##### Input

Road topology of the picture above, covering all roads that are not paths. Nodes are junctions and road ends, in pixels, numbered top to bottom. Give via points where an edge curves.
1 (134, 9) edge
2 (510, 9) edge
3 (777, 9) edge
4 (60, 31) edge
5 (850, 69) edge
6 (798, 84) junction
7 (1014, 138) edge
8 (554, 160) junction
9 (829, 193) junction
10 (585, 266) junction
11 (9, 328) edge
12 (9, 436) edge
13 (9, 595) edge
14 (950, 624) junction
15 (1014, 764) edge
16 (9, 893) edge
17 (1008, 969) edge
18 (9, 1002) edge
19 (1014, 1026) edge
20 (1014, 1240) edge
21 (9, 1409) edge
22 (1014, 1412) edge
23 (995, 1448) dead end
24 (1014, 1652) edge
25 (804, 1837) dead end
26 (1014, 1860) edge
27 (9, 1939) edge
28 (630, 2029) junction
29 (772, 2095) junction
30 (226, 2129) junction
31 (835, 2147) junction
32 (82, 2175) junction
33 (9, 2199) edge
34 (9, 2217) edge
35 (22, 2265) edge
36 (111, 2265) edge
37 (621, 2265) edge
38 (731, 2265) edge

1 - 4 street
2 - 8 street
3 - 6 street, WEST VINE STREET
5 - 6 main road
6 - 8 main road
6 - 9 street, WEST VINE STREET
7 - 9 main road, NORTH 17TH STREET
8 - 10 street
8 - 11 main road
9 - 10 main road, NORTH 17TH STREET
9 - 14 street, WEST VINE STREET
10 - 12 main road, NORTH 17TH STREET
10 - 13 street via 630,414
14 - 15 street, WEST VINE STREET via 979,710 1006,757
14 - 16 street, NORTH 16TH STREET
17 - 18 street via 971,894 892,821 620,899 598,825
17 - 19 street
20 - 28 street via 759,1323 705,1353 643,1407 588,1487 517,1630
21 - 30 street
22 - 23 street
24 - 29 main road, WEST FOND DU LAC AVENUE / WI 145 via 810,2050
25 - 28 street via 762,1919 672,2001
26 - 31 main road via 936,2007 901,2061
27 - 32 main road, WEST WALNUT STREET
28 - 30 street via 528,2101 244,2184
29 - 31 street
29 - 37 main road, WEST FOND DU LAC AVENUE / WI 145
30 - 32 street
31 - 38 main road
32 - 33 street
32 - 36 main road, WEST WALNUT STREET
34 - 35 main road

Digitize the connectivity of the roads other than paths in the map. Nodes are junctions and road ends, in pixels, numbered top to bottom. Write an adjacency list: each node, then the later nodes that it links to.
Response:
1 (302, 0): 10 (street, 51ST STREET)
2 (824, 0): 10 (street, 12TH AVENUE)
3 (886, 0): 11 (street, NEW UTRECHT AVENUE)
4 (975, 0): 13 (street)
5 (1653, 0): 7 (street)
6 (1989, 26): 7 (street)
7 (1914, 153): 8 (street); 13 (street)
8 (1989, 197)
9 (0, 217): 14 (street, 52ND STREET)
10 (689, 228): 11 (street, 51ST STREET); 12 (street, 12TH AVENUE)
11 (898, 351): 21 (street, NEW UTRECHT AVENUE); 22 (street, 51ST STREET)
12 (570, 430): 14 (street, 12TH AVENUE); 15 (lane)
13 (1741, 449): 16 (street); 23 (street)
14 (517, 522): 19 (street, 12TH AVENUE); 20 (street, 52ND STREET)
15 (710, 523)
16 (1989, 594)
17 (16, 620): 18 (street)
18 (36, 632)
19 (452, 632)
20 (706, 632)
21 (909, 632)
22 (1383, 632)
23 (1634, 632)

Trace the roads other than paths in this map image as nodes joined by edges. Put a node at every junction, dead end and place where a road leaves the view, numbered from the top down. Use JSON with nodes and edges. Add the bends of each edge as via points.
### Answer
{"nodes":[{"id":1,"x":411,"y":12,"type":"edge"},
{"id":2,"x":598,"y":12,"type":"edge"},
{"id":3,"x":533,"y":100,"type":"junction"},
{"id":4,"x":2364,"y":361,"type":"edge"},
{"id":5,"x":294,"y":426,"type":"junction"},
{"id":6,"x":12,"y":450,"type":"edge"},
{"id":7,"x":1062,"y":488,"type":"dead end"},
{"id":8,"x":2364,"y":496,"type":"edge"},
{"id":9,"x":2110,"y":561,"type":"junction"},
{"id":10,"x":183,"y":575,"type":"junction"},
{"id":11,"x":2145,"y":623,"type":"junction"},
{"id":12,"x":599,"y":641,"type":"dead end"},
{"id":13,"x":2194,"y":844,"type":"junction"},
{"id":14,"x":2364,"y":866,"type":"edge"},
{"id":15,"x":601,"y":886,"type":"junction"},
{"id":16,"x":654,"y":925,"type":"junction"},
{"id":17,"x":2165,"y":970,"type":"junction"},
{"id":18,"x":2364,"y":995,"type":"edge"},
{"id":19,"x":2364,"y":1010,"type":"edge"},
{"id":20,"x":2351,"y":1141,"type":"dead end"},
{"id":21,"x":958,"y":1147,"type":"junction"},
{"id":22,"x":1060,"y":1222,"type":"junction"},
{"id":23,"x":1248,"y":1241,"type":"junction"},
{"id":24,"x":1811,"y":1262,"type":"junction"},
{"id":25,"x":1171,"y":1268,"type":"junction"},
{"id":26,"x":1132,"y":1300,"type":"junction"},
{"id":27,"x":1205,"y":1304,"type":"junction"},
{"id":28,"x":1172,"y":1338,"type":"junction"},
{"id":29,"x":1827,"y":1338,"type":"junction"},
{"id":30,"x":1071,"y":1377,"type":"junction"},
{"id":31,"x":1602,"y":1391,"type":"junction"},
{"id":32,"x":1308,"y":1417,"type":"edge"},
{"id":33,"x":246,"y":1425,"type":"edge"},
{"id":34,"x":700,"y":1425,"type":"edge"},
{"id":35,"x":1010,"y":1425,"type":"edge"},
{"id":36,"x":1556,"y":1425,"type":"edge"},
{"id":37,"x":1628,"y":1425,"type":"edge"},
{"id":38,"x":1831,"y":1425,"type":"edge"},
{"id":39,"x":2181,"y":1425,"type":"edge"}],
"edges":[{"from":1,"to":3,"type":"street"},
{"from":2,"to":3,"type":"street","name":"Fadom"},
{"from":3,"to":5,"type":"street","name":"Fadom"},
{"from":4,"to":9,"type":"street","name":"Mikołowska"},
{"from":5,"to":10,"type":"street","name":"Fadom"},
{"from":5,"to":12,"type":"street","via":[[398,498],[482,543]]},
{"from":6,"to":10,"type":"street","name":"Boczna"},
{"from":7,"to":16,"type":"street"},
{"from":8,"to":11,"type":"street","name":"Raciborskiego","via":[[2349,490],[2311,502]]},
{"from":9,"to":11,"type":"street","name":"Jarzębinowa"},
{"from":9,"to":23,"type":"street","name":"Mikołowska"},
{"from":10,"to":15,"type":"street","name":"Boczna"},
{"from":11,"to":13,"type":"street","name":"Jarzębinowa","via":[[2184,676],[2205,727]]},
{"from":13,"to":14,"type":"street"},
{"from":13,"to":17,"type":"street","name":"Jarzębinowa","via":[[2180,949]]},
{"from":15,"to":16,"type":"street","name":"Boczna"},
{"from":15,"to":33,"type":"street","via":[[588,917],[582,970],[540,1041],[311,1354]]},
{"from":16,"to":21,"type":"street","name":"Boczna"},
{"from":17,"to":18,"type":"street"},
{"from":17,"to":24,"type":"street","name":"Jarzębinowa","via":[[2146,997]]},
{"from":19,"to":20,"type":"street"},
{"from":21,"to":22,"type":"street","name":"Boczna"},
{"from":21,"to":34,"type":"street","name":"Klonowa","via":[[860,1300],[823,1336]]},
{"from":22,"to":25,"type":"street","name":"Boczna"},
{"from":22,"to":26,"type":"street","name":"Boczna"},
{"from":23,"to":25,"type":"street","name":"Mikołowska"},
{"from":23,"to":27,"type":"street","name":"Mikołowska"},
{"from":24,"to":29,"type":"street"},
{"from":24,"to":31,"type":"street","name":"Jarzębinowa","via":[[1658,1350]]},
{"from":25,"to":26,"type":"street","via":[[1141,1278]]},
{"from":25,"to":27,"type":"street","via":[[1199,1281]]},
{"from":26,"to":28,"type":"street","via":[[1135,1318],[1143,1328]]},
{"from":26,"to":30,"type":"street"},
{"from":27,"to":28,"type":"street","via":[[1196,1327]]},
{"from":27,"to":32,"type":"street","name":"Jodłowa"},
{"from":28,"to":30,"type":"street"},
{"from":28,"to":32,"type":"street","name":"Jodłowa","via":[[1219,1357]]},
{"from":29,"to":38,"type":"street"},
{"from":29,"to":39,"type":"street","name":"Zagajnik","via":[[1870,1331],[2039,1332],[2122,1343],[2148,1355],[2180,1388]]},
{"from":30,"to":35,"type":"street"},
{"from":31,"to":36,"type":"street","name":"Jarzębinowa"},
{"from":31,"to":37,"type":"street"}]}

##########

Exercise — Find the string "that" in the data. Report each line it appears in.

Task result —
Road topology of the picture above, covering all roads that are not paths. Nodes are junctions and road ends, in pixels, numbered top to bottom. Give via points where an edge curves.
Digitize the connectivity of the roads other than paths in the map. Nodes are junctions and road ends, in pixels, numbered top to bottom. Write an adjacency list: each node, then the later nodes that it links to.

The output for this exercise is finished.